When President Trump was banned from Twitter, Facebook, Instagram, and YouTube in the aftermath of January 6, none of the companies could explain precisely what policy Trump had breached to trigger his excision. Zuckerberg simply stated, “We believe the risks of allowing the President to continue to use our service during this period are simply too great.”47 Twitter explained that it had banned Trump “due to the risk of further incitement of violence.” The tweets that supposedly created additional danger: “The 75,000,000 great American Patriots who voted for me, AMERICA FIRST, and MAKE AMERICA GREAT AGAIN, will have a GIANT VOICE long into the future. They will not be disrespected or treated unfairly in any way, shape or form!!!” and “To all of those who have asked, I will not be going to the Inauguration on January 20th.” Twitter did provide a strained explanation of how those two rather benign tweets would incite further violence. It remains unconvincing.48
For the authoritarian Left, none of this goes far enough. The goal is to remake the constituency of companies themselves, so that the authoritarians can completely remake the algorithms in their own image.
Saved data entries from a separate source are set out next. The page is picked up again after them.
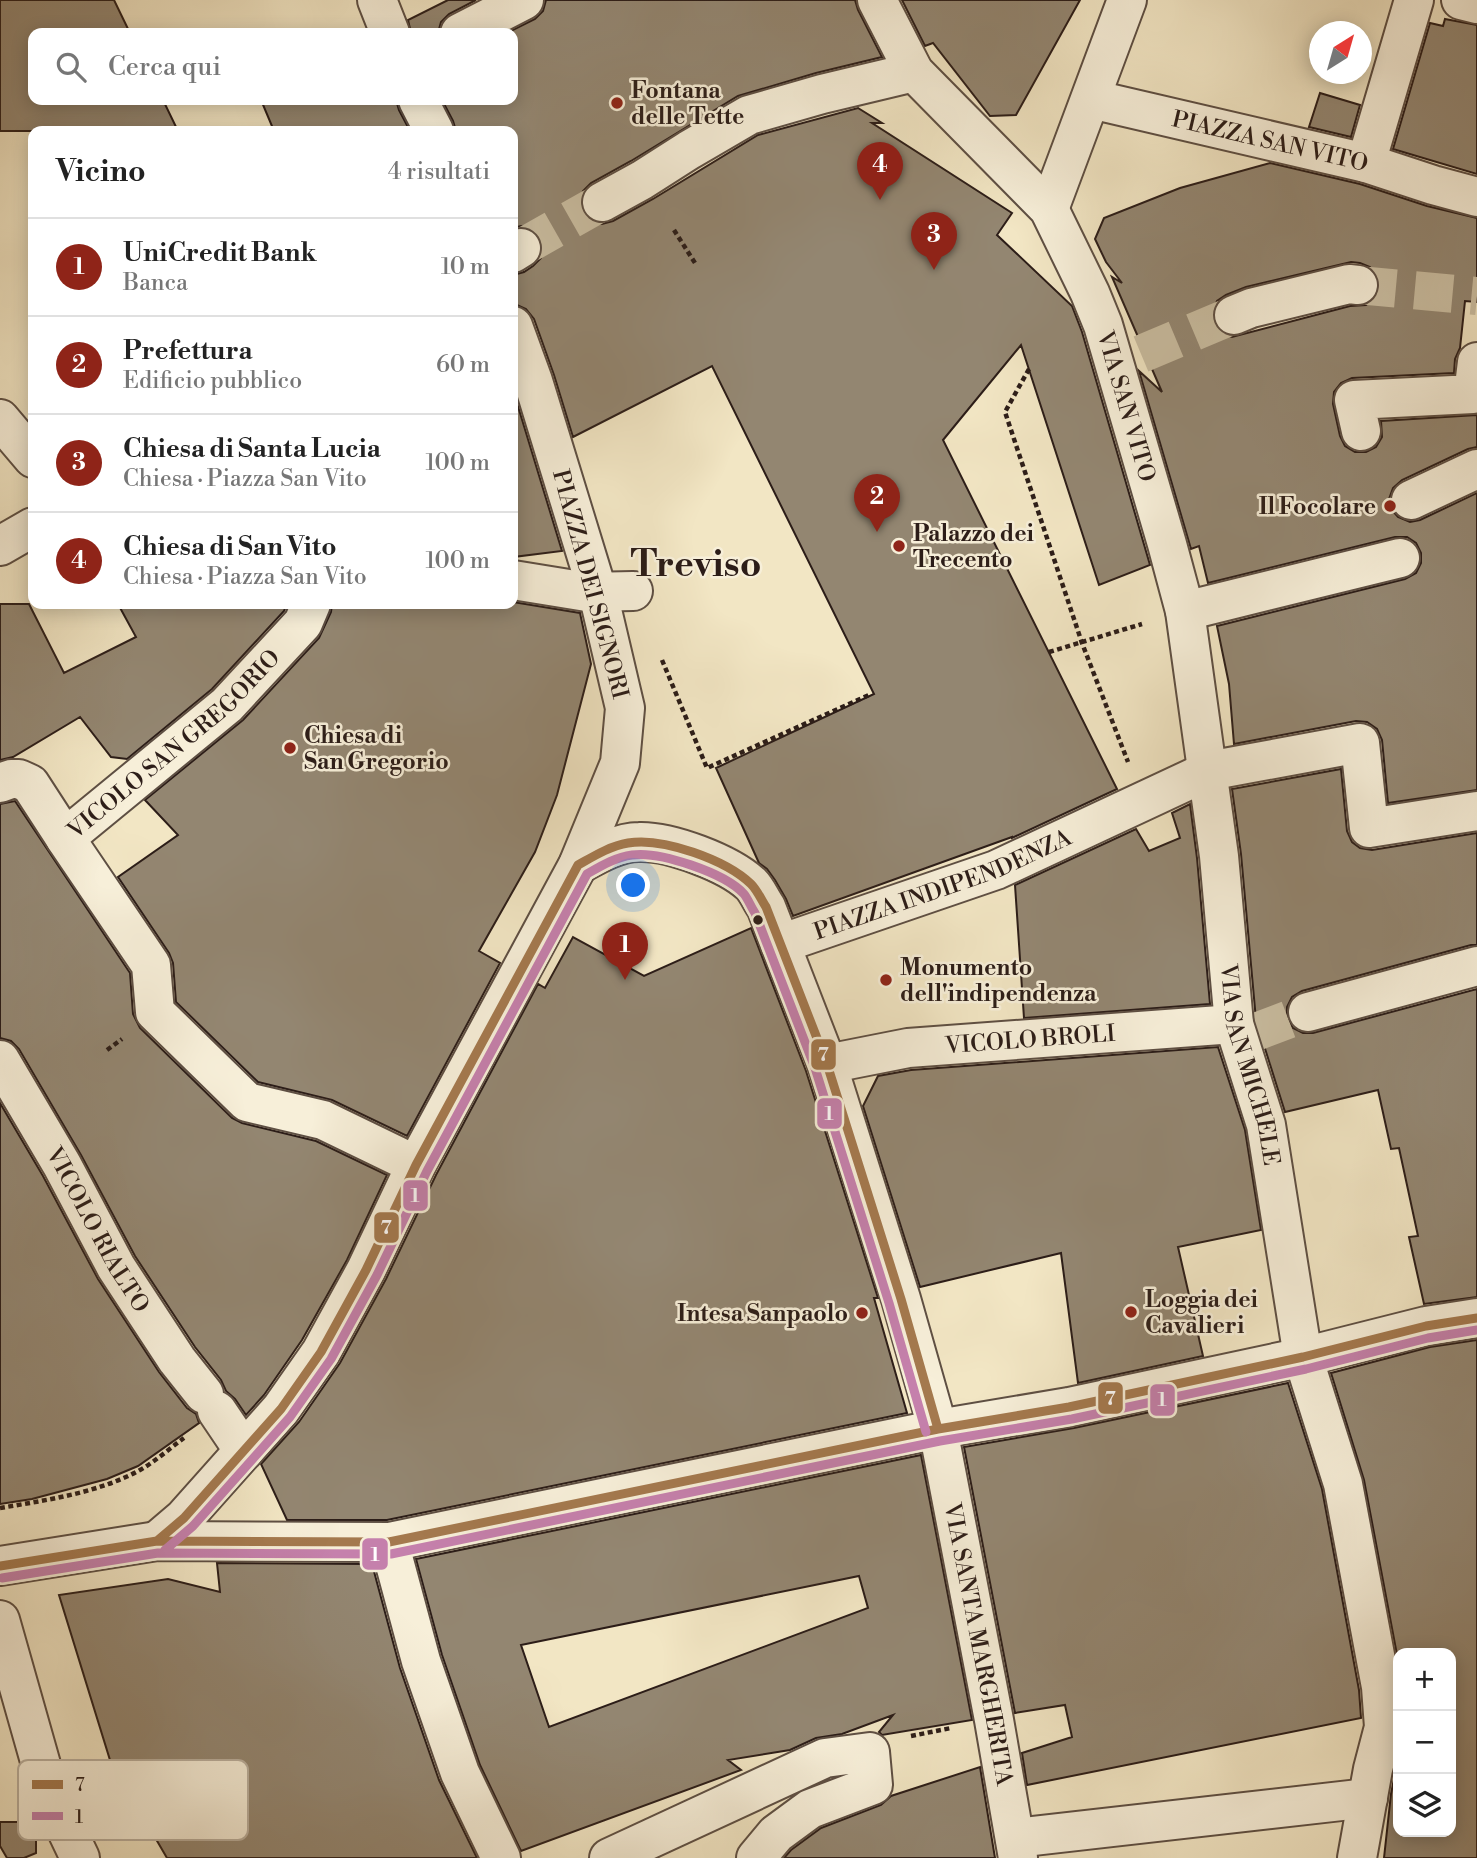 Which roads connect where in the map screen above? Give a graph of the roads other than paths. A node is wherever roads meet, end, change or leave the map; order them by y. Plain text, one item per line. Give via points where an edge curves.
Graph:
1 (377, 0) edge
2 (524, 0) edge
3 (877, 0) edge
4 (1127, 0) edge
5 (1414, 0) edge
6 (1461, 0) edge
7 (1477, 4) edge
8 (388, 28) edge
9 (470, 28) edge
10 (914, 72) junction
11 (1091, 99) junction
12 (421, 105) edge
13 (431, 126) edge
14 (1366, 163) junction
15 (1477, 197) edge
16 (602, 201) tunnel mouth
17 (1049, 209) junction
18 (1358, 285) tunnel mouth
19 (1234, 315) tunnel mouth
20 (518, 340) edge
21 (1477, 362) edge
22 (0, 419) edge
23 (1361, 431) dead end
24 (28, 452) edge
25 (1477, 468) edge
26 (1411, 500) dead end
27 (28, 530) edge
28 (0, 546) edge
29 (1400, 558) dead end
30 (518, 581) edge
31 (616, 592) junction
32 (309, 609) edge
33 (1185, 611) junction
34 (1208, 771) junction
35 (0, 783) edge
36 (1477, 811) edge
37 (65, 838) junction
38 (578, 865) junction
39 (780, 944) junction
40 (1477, 966) edge
41 (1308, 1012) tunnel mouth
42 (1242, 1031) junction
43 (0, 1060) edge
44 (827, 1064) junction
45 (415, 1165) junction
46 (1477, 1318) edge
47 (1303, 1357) junction
48 (938, 1429) junction
49 (244, 1451) junction
50 (157, 1541) junction
51 (389, 1542) junction
52 (0, 1566) edge
53 (0, 1620) edge
54 (39, 1760) edge
55 (1367, 1798) junction
56 (71, 1840) edge
57 (1016, 1848) edge
58 (80, 1858) edge
59 (501, 1858) edge
60 (609, 1858) edge
61 (756, 1858) edge
62 (1357, 1858) edge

When Turing Award winner and Facebook chief AI scientist Yann LeCun pointed out that machine learning systems are racially biased only if their inputs are biased, and suggested that inputs could be corrected to present an opposite racial bias, the authoritarian woke critics attacked: Timnit Gebru, techn
ical co-lead of the Ethical Artificial Intelligence Team at Google, accused LeCun of “marginalization” and called for solving “social and structural problems.” The answer, said Gebru, was to hire members of marginalized groups, not to change the data set used by machine learning.49
CROWDSOURCING THE REVOLUTION
For most Americans, the true dangers of social media don’t even lie in the censorship of news itself: the largest danger lies in the roving mobs social media represent. The sad truth is that the media, in their ever-present quest for authoritarian rule, use social media as both their tip line and their action arm. They dig through the social media histories of those they despise, or receive tips from bad actors about “bad old tweets,” and proceed to whip the mob into a frenzy. Then they cover the frenzy. The same media that declaim their hatred for misinformation and bullying engage in them regularly when it comes to mobbing random citizens with the help of social media.